ACTION ITEM: Number of lines with "LAKE" in the data: give that figure by itself.

RECORDS SHOWN:
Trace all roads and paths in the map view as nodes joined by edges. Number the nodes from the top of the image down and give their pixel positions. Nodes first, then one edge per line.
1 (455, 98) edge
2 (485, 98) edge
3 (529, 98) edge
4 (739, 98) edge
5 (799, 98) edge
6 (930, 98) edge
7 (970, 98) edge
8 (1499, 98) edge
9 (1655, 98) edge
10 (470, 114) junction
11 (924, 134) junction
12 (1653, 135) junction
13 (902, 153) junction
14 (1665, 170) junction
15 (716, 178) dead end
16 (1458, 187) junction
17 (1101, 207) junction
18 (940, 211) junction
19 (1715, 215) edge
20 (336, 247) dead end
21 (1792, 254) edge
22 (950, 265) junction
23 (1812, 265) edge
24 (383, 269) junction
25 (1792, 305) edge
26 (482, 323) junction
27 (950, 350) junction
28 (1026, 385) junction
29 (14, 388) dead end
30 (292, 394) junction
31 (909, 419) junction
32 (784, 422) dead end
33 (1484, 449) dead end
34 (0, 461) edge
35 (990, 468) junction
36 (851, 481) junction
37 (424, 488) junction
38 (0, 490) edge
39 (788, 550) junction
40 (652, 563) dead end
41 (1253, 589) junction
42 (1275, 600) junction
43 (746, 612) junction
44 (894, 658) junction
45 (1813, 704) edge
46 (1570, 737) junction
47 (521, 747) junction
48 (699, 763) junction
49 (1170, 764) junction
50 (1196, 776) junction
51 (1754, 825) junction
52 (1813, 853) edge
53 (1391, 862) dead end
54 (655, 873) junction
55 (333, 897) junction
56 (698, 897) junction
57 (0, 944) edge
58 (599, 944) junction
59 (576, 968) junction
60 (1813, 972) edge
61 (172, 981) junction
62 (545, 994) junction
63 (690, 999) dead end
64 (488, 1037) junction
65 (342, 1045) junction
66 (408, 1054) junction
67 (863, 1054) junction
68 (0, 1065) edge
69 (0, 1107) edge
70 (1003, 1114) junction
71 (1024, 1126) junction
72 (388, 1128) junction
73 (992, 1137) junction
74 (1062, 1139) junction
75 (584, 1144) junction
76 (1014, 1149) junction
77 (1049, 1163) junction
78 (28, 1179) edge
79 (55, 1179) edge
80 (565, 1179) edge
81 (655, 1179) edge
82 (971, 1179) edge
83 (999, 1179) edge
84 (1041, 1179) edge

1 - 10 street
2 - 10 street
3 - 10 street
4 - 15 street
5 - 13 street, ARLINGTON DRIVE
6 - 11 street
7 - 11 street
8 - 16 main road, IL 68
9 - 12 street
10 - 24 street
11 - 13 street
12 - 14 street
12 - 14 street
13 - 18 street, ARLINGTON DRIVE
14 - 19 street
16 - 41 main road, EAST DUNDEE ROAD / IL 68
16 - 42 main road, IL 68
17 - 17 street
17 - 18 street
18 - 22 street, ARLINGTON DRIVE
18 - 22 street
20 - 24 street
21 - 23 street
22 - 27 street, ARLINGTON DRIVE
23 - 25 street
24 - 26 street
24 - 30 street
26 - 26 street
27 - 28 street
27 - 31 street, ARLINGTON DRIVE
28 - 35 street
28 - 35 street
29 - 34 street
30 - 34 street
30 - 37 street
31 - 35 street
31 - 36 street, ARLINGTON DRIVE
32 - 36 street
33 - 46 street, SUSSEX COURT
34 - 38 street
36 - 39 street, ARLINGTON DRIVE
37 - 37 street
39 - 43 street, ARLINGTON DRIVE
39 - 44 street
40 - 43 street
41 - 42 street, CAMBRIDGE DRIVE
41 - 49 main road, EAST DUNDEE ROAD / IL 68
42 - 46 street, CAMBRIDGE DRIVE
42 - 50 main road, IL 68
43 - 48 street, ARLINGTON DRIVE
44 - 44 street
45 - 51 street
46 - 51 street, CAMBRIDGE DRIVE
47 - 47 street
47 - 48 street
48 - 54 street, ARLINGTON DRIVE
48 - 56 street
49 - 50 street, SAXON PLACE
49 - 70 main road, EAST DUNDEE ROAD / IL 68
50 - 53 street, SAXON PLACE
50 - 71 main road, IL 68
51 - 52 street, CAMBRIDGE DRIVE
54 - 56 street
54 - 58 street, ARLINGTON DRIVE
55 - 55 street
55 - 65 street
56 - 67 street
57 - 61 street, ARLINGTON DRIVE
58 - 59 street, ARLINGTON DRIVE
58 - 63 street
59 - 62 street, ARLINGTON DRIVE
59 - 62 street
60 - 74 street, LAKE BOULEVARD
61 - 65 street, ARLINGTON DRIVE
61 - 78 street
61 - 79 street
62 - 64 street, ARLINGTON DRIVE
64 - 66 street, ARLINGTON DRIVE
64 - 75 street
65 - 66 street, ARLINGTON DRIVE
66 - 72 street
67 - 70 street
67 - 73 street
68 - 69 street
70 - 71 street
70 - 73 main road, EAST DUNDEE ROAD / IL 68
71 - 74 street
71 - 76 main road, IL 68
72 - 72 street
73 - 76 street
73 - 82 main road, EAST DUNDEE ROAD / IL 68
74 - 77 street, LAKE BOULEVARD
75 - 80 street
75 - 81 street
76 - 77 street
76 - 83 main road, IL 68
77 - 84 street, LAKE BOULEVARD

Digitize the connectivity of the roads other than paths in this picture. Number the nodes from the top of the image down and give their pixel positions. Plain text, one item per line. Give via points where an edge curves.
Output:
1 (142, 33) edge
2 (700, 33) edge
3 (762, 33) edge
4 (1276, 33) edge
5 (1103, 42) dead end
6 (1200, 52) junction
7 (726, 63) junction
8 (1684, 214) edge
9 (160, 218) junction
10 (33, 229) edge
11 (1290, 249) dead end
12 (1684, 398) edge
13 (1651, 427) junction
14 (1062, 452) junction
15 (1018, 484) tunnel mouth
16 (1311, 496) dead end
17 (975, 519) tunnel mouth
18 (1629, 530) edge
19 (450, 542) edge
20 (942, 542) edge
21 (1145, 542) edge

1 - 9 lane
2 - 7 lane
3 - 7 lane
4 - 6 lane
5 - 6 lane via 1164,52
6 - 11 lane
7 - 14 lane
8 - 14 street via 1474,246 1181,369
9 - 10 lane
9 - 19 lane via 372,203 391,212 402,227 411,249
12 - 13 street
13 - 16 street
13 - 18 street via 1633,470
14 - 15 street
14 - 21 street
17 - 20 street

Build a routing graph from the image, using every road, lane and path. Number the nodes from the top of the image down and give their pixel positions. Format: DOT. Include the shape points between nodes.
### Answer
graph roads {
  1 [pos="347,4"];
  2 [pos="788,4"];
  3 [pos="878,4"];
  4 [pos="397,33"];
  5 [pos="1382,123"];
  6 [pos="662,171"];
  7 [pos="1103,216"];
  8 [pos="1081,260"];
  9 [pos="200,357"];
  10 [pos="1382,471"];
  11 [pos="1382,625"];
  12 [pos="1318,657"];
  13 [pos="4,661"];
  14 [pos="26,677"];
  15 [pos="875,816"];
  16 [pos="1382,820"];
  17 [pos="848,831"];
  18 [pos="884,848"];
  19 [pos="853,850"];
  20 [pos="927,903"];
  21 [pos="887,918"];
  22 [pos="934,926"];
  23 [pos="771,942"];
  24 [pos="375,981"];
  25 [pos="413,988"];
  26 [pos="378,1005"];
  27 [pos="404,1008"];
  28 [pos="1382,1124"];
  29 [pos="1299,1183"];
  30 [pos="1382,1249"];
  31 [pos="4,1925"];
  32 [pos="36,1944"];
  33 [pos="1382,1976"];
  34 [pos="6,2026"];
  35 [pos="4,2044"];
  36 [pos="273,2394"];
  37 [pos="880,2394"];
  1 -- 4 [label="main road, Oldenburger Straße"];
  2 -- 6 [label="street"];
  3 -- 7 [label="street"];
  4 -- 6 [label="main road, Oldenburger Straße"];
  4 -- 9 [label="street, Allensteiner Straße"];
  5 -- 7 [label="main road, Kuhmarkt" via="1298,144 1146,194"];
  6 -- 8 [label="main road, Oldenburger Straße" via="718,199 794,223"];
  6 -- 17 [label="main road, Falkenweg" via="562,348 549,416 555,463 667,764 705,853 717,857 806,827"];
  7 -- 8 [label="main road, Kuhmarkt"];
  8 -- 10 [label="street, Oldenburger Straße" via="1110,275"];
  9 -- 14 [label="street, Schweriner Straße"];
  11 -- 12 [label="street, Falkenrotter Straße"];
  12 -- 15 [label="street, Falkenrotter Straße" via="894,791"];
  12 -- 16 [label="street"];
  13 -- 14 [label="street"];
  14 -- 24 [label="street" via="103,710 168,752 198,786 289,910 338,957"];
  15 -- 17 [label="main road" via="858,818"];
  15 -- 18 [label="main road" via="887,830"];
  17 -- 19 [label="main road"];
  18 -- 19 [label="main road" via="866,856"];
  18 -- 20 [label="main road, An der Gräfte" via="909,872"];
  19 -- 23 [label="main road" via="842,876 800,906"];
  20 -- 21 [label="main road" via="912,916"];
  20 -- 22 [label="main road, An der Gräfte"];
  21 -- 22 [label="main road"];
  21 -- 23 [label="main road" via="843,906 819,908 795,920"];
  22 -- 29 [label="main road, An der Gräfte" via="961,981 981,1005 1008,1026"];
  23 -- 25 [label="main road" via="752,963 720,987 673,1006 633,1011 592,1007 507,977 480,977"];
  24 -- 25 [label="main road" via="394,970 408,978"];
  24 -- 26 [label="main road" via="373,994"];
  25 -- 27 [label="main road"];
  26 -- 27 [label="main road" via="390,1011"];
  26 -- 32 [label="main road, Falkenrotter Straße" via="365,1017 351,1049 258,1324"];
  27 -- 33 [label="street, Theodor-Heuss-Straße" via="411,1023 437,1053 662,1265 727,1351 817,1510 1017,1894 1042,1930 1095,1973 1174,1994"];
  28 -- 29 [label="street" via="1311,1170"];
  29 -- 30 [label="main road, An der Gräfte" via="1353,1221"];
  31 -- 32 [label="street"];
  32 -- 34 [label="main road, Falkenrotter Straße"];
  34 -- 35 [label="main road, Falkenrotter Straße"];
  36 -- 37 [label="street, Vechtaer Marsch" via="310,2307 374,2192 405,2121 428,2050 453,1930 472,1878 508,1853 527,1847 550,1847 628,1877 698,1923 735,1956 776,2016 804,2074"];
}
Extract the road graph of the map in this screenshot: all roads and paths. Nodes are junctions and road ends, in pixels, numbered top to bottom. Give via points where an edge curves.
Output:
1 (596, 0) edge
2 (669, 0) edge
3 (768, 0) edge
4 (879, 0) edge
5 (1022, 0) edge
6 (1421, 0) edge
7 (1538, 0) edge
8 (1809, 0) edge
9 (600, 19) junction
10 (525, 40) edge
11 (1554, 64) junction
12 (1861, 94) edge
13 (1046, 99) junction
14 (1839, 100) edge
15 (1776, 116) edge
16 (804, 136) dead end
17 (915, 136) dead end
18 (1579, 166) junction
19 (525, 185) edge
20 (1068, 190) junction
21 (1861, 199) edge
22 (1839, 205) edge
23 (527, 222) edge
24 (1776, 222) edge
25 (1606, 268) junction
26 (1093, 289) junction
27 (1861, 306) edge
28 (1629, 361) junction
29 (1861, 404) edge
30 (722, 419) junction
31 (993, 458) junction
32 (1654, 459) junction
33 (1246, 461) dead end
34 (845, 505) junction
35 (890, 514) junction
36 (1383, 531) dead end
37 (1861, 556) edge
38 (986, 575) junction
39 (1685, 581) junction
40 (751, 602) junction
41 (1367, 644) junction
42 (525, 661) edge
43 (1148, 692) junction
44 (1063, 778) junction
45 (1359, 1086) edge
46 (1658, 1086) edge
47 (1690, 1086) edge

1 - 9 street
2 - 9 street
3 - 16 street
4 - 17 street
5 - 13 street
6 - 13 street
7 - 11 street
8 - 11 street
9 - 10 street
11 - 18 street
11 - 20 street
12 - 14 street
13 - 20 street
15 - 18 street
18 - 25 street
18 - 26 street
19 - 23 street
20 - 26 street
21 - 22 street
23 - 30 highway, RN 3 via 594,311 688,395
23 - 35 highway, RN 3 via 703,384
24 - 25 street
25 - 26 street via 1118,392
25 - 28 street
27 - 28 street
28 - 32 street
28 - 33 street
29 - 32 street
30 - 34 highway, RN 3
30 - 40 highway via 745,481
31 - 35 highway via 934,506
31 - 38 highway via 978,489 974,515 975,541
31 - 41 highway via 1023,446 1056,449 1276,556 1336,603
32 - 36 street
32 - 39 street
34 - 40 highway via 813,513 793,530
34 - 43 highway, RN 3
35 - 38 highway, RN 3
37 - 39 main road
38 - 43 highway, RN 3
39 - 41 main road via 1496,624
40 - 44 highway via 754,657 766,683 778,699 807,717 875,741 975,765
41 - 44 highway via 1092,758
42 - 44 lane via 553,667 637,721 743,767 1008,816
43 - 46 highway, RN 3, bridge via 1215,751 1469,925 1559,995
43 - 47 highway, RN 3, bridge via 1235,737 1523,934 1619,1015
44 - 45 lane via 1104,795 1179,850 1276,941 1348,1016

YOUR SOLUTION: 3